The force of the blast tore through Medhat's Mercedes and hurled it into a nearby olive grove, an AFP correspondent witnessed.
Tensions have been running high in Mieh Mieh where two people died at the weekend in an apparent settling of accounts between rival clans.
Medhat "was on his way out of the camp where he had visited officials in a bid to ease the tension," Hisham el-Debsi, a PLO official, told AFP.
Medhat, also known as Kamal Naji, was a close aide to Arafat when the PLO chief was leading his guerrilla war against Israel from Lebanon.
The representative of the Palestinian Islamist faction Hamas in Lebanon, Osama Hamdan, condemned the killing, saying it was aimed at creating discord in the Palestinian camps, considered breeding grounds for extremism.

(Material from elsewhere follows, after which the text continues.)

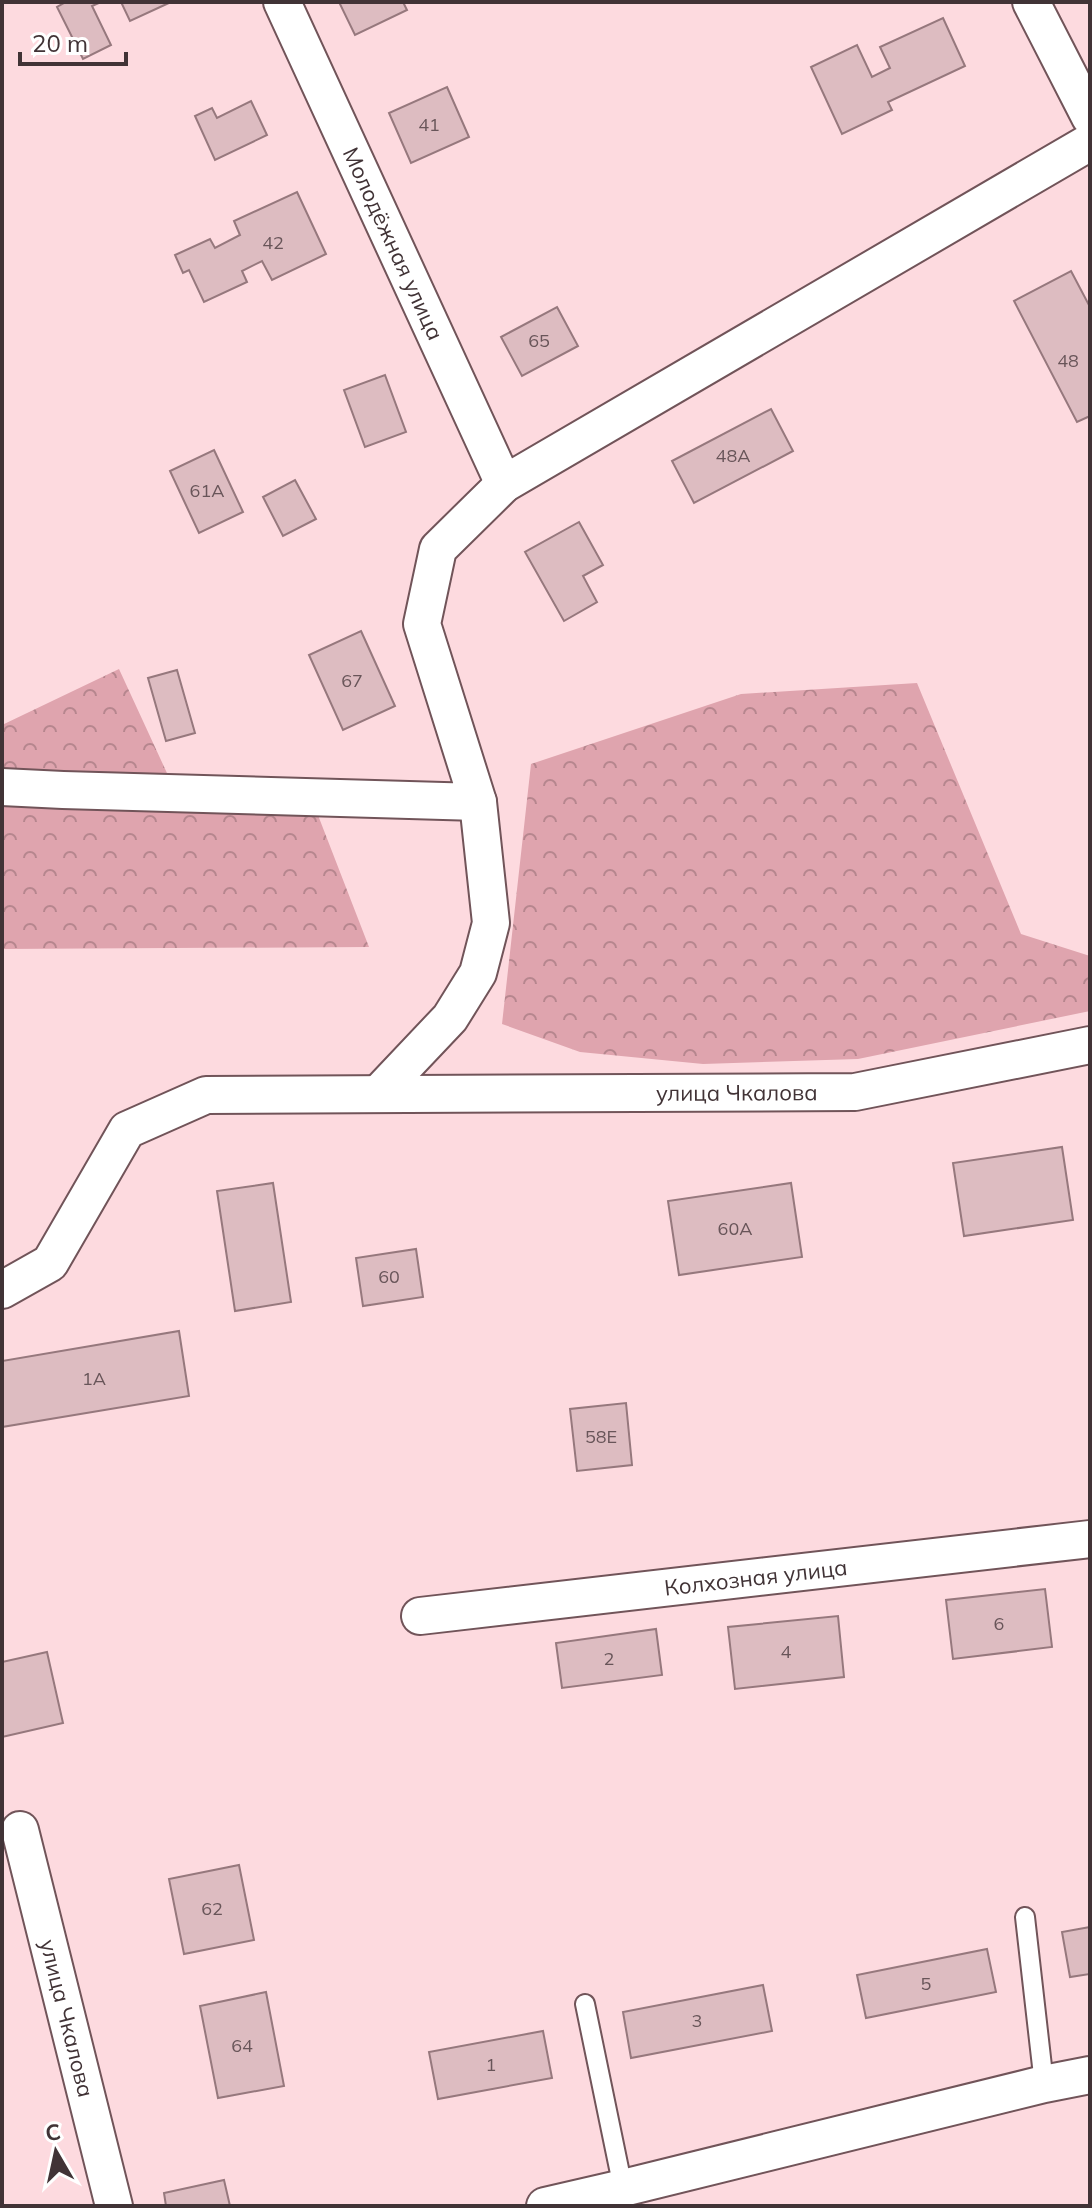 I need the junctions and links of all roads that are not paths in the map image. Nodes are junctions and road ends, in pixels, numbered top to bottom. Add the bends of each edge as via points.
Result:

Tension between Fatah and Islamist groups inside the camps has run high in the past year, with clashes and attacks leaving at least 12 dead.
The Lebanese army does not enter the camps, leaving responsibility for security to Palestinian factions.
The explosive situation was starkly brought to light in 2007 during fierce battles at the Nahr el-Bared camp in northern Lebanon between the army and Fatah al-Islam, an Al-Qaeda-inspired militia.
The fighting killed 400 people including 168 soldiers, and led to the army entering a Palestinian camp for the first time since the 1975-1990 civil war.
According to the UN agency for Palestinian refugees (UNRWA), there are between 350,000 and 400,000 refugees in Lebanon -- a country of more than four million inhabitants -- most of them living in the 12 camps.
Other estimates put the number of refugees at 200,000 to 250,000 as UNRWA does not strike from its lists the names of those who emigrate.